I truly don't see the cybertruck as being desirable for the average American, I believe it's a novelty which will die once Teslas early adopter advantage for self-driving dies up. I believe it should. We are currently looking to buy her a 8k commuter beater for local 60 - 120 mile work days and using the cybertruck just for the work out of state. We'd sell the truck but its depreciated so much and she still travels out of state once or twice a month minimum and all over the place once there so we still want something electric for those trips. We would sell it if I had about another 50k in the bank to be comfortable with taking the quick loss from doing so, we still might once the relatives house sells. Don't buy Tesla, that's my advice. We never will again.
Who is doing this? Anti-Musk people? Anti-EV people? I’m not from the US so I’m not familiar with the politics.
Uhh no? You should absolutely expect a good vehicle, hell most vehicles, to exceed 10 years without serious failures. Many vehicles come with 7 year warranties on manufacturing defects… It sounds like you need to take better care of your vehicles or buy better vehicles. I did notice that you said she drives 200 miles a day and that will certainly contribute but if you take care of it, most cars would probably do that for 10 years assuming it’s mostly cruising. Either way that statement of 5 years is nuts. I bought a 5 year old car with 80,000km on it and it was in damn near new condition!
I’ve owned 6 vehicles, including one motorcycle, none of them from brand new mind you, and all of them were still reliable after their 10th year lol. Currently I have a 5 year old car which you can’t tell apart from the brand new 2024 models because it has no wear and the model hasn’t had a face lift, and I have a 35 year old ute (truck)… 5 years is nothing. I think the average age of cars on the road would be older than 5 years
I do that with cars, usually 10 to 15 years (camaro-15, ford exploder-12, wife's chrysler sebring-14 (which was surprisingly problem free considering chryslers quality stats)).
One of my friends loves to get new ones every few years, but I'm more focused on the cost.
Not that this helps you...
IMHO, current CyberTruck is in the alpha testing phase. It has multiple disruptive innovations. Tesla wisely chose the relatively low volume CyberTruck to mitigate risk.
I'm concerned (but not surprised) Tesla is aggressively ramping up production.
Esthetics aside, CyberTruck has so many exciting, long overdue technology innovations. Better gigacasting, modular etherloop (replacing CAN bus), switch to 48v, drive by wire, no rear view mirror, etc.
(I think the stainless steel exterior will prove to be a mistake. Mostly for safety reasons.)
"People buying a car with a lifespan of their smartphone batteries is beyond me."
These batteries are subject to extreme temperatures routinely including fast charge/discharge cycles and we simply can't escape the physics with our wishful thinking alone.

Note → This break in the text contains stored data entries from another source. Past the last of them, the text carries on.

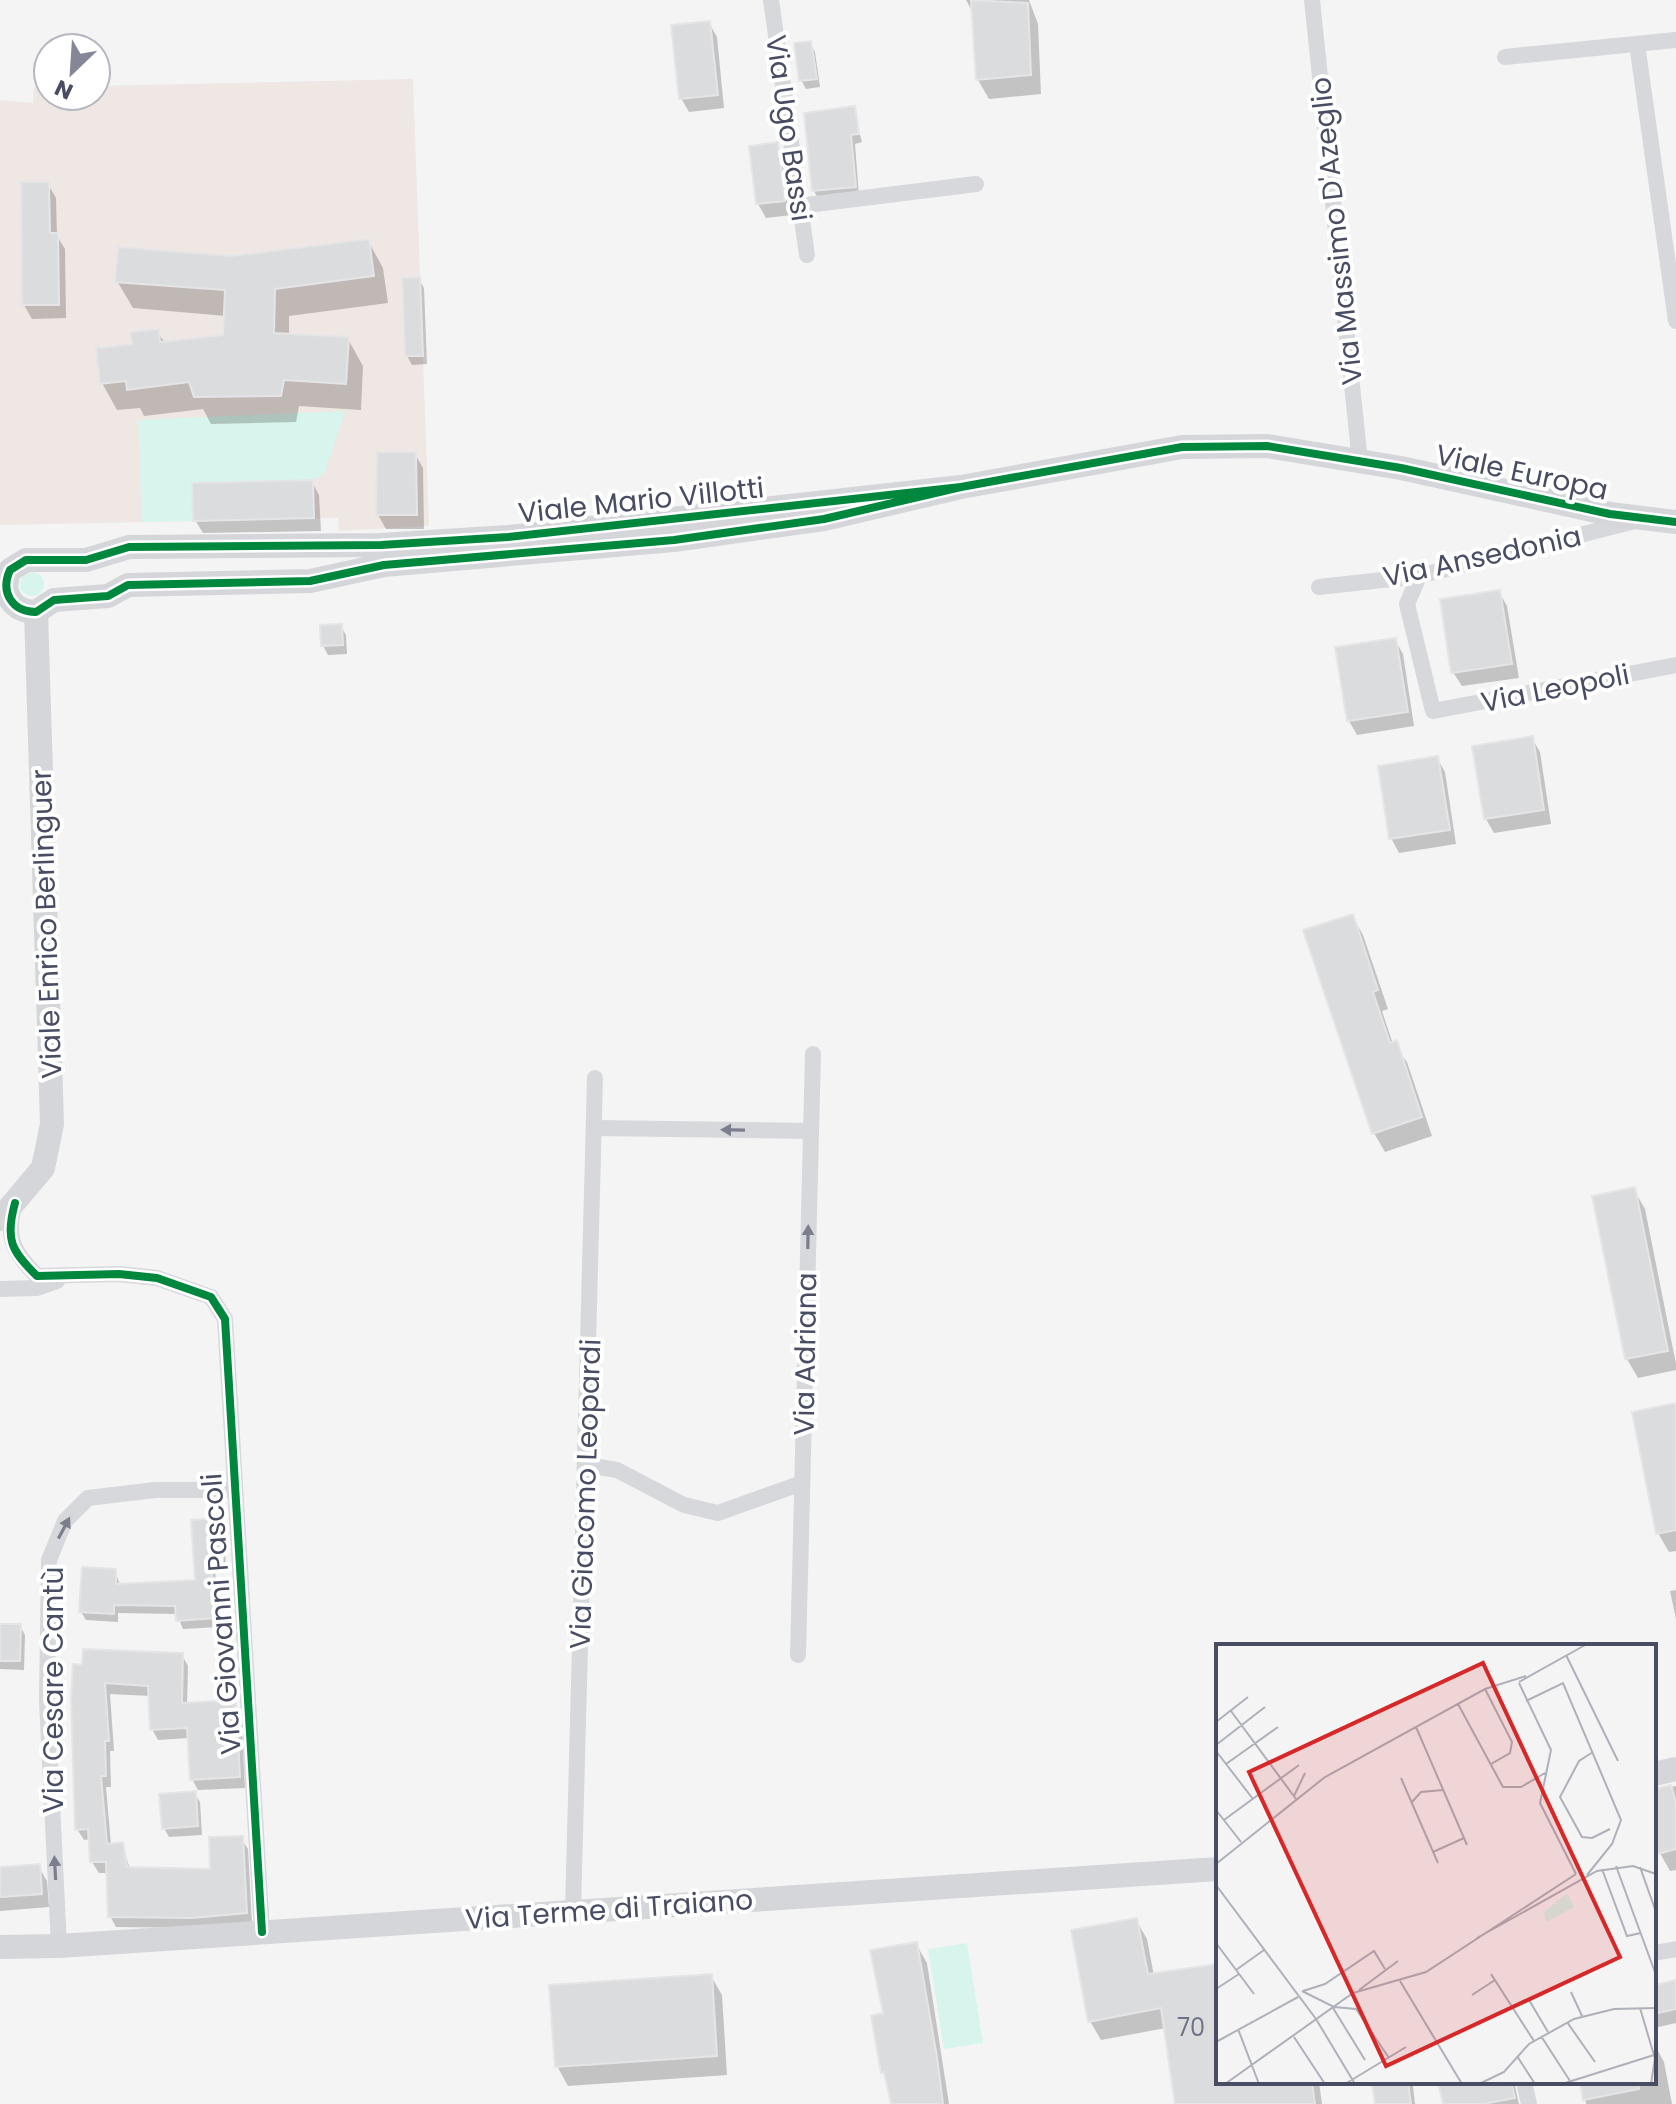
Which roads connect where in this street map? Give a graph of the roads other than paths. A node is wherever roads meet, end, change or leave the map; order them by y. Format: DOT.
graph roads {
  1 [pos="771,0"];
  2 [pos="1312,0"];
  3 [pos="1676,40"];
  4 [pos="1637,44"];
  5 [pos="1505,57"];
  6 [pos="976,184"];
  7 [pos="799,206"];
  8 [pos="807,255"];
  9 [pos="1676,321"];
  10 [pos="1360,462"];
  11 [pos="961,487"];
  12 [pos="1644,519"];
  13 [pos="1676,522"];
  14 [pos="325,545"];
  15 [pos="37,560"];
  16 [pos="1419,576"];
  17 [pos="323,578"];
  18 [pos="3,579"];
  19 [pos="1319,587"];
  20 [pos="45,606"];
  21 [pos="1676,665"];
  22 [pos="813,1054"];
  23 [pos="595,1078"];
  24 [pos="594,1128"];
  25 [pos="811,1131"];
  26 [pos="7,1211"];
  27 [pos="73,1276"];
  28 [pos="0,1289"];
  29 [pos="586,1465"];
  30 [pos="802,1483"];
  31 [pos="235,1490"];
  32 [pos="798,1655"];
  33 [pos="1676,1769"];
  34 [pos="1656,1774"];
  35 [pos="1216,1869"];
  36 [pos="573,1910"];
  37 [pos="262,1932"];
  38 [pos="59,1946"];
  39 [pos="0,1947"];
  40 [pos="1676,1949"];
  41 [pos="1656,1953"];
  42 [pos="1524,2084"];
  43 [pos="1529,2104"];
  1 -- 7 [label="street, Via Ugo Bassi"];
  2 -- 10 [label="street, Via Massimo D'Azeglio"];
  3 -- 4 [label="street"];
  4 -- 5 [label="street"];
  4 -- 9 [label="street"];
  6 -- 7 [label="street"];
  7 -- 8 [label="street, Via Ugo Bassi"];
  10 -- 11 [label="street, Viale Mario Villotti"];
  10 -- 12 [label="street, Viale Europa"];
  11 -- 14 [label="street, Viale Mario Villotti"];
  11 -- 17 [label="street, Viale Mario Villotti"];
  12 -- 13 [label="street, Viale Europa"];
  12 -- 16 [label="street, Via Ansedonia"];
  14 -- 15 [label="street, Viale Mario Villotti"];
  14 -- 17 [label="street"];
  15 -- 18 [label="street"];
  15 -- 20 [label="street"];
  16 -- 19 [label="street, Via Ansedonia"];
  16 -- 21 [label="street, Via Leopoli"];
  17 -- 20 [label="street, Viale Mario Villotti"];
  18 -- 20 [label="street"];
  20 -- 26 [label="street, Viale Enrico Berlinguer"];
  22 -- 25 [label="street, Via Adriana"];
  23 -- 24 [label="street, Via Giacomo Leopardi"];
  25 -- 24 [label="street, one-way"];
  24 -- 29 [label="street, Via Giacomo Leopardi"];
  30 -- 25 [label="street, Via Adriana, one-way"];
  26 -- 27 [label="street"];
  27 -- 28 [label="street"];
  27 -- 31 [label="street, Via Giovanni Pascoli"];
  29 -- 30 [label="street"];
  29 -- 36 [label="street, Via Giacomo Leopardi"];
  30 -- 32 [label="street, Via Adriana"];
  31 -- 37 [label="street, Via Giovanni Pascoli"];
  38 -- 31 [label="street, Via Cesare Cantù, one-way"];
  33 -- 34 [label="street"];
  35 -- 36 [label="street, Via Terme di Traiano"];
  36 -- 37 [label="street, Via Terme di Traiano"];
  37 -- 38 [label="street, Via Terme di Traiano"];
  38 -- 39 [label="street, Via Terme di Traiano"];
  40 -- 41 [label="street"];
  42 -- 43 [label="street"];
}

Especially with modern battery tech, you should easily get 200,000km out of the battery before it drops to below 80% of its original capacity
You aren’t going to be able to find legit data that says EV batteries regularly fail around the 3-5 year mark, like phone batteries.
Those numbers are going to crater hard in the coming months
The Ioniq 5 looks way better than both and of course it is doing numbers as a result.
i3 was just expensive, low range, and overall not a competitive EV in the NA market.
They dropped the Volt which you can only pry out of owners cold, dead hands. They dropped the Bolt EUV which seems to be similarly adored.
What dumbass metric is causing these stupid decisions?
Don't understand at all why GM doesn't make a PHEV SUV. They would be the perfect car for lots of people in the US.